The exercises that follow are aimed to restore range of movement over your hip, and to begin increasing your muscle strength. They should be done with minimal pain. Note that initially you may experience some stiffness which is normal, but do not force any movement at this stage. Your consultant will usually send your postoperative mobilisation protocol to your physiotherapist. If you had a labral repair, do not bend your hip past 90 degrees until advised.
Do the following 6 exercises about 3-4 times daily (one set) and repeat all about 5-10 times (with the exception of exercise 1).
1. Abdominal Setting
In lying, gently pull your lower abdominal muscles towards your spine (away from a belt). Hold the contraction for 3 seconds, relax and repeat 10 times. Try to increase the contraction time to 10 seconds. Do not hold your breath while doing this exercise. When you are able to sit, you can perform this exercise in an upright sitting position. Ensure that your spine is in neutral.

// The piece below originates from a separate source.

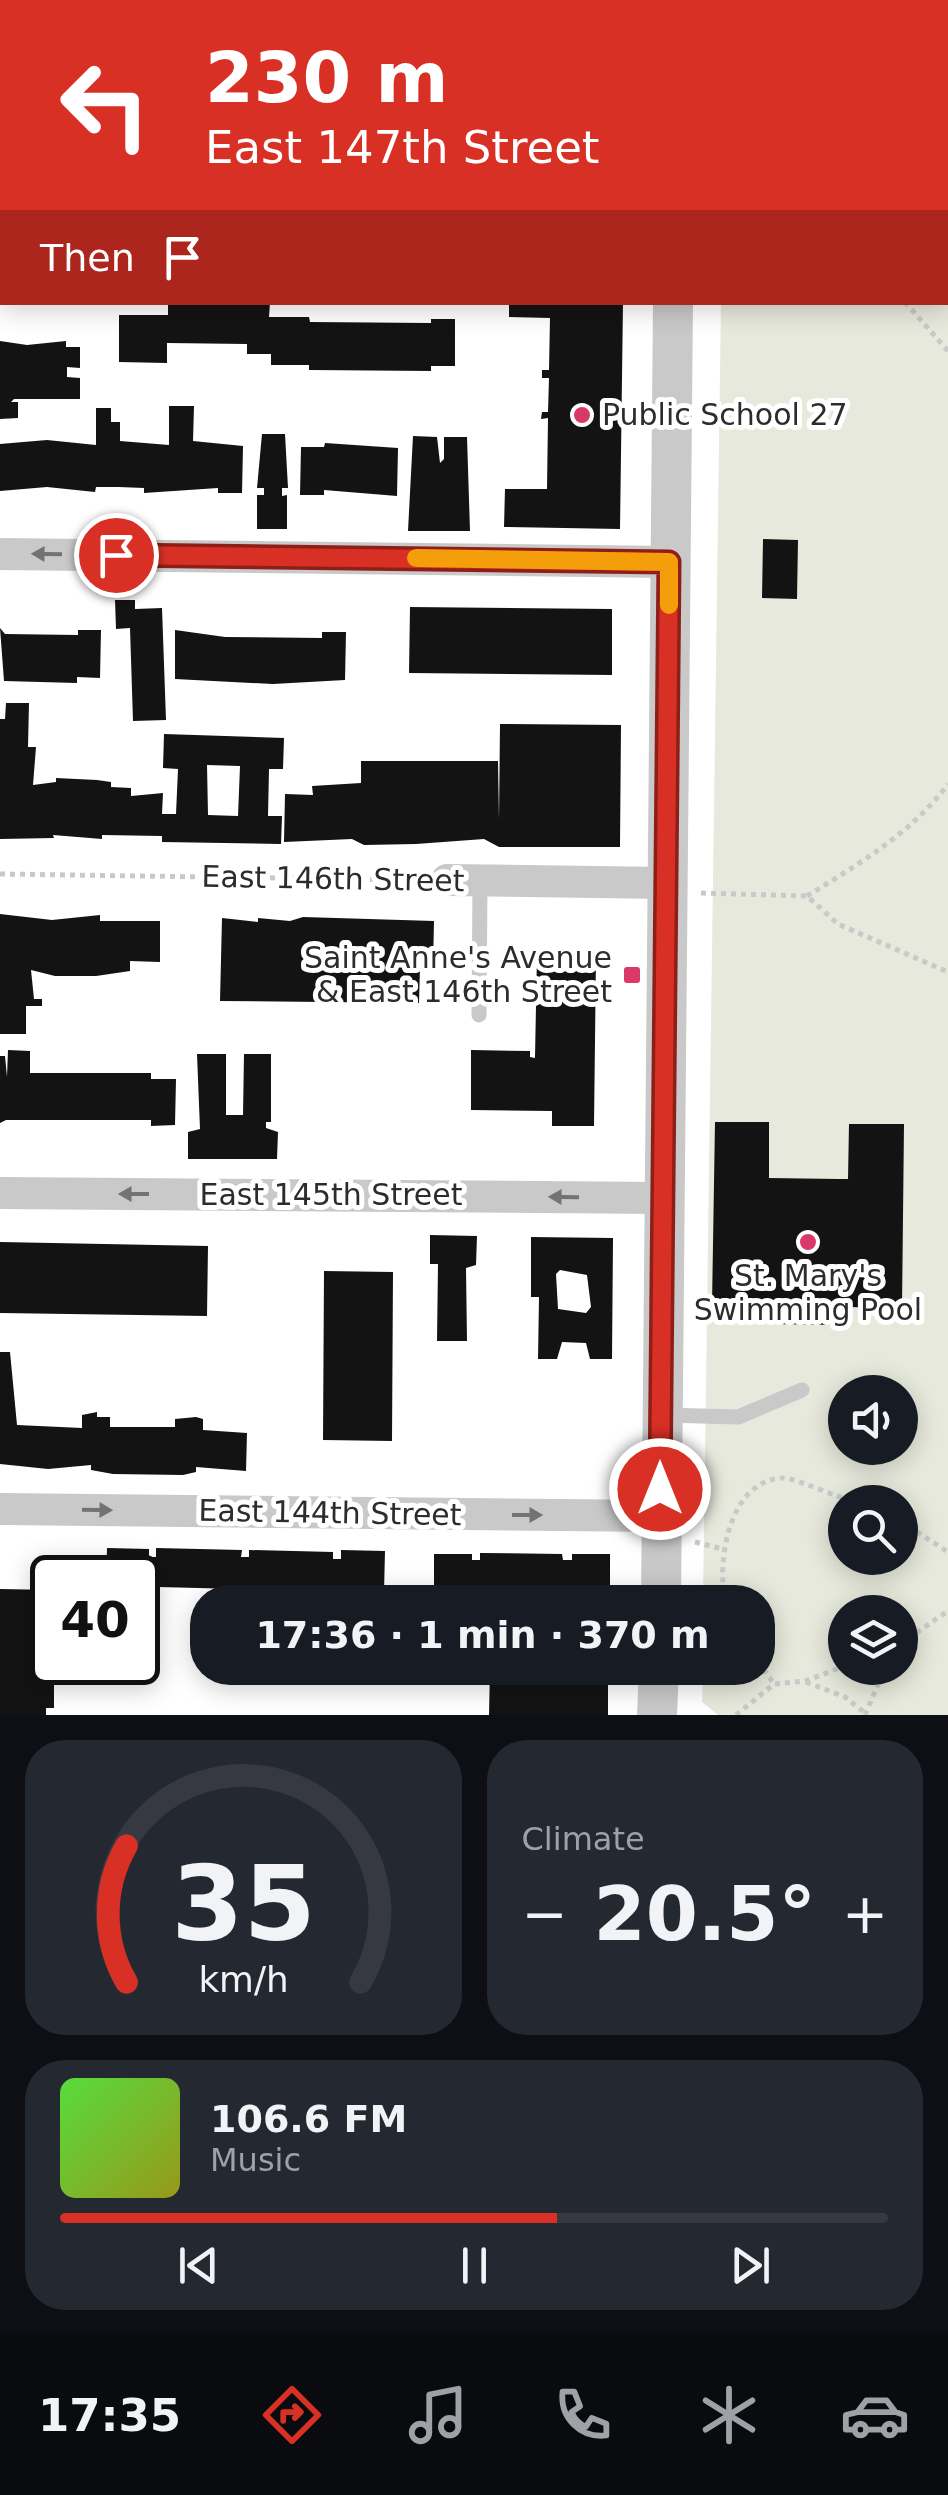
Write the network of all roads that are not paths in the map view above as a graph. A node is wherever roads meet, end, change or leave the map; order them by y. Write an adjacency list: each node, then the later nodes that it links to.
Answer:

For all exercises we recommend that you first “set” your abdominal muscles prior to moving the leg.
2. Leg Slides in Supine
Slide the heel of your operated leg towards you, keeping your heel on the bed.
3. Abduction in Supine
Take your operated leg out to the side as far as you comfortably can, and then take back to the centre.
4. External/Internal Rotation in Supine (rolling leg around its axis)
With your legs straight out in front of you, roll them inwards and outwards, as far as you comfortably can.
5. Hip Flexion in Standing
Lift your operated leg to bend your knee towards 90 degrees.
6. Hip Extension in Standing
Bring your operated leg behind you, whilst keeping the knee straight, avoiding lower back movement. Hold for 2 seconds.
Continue these exercises until you see your consultant or physiotherapist.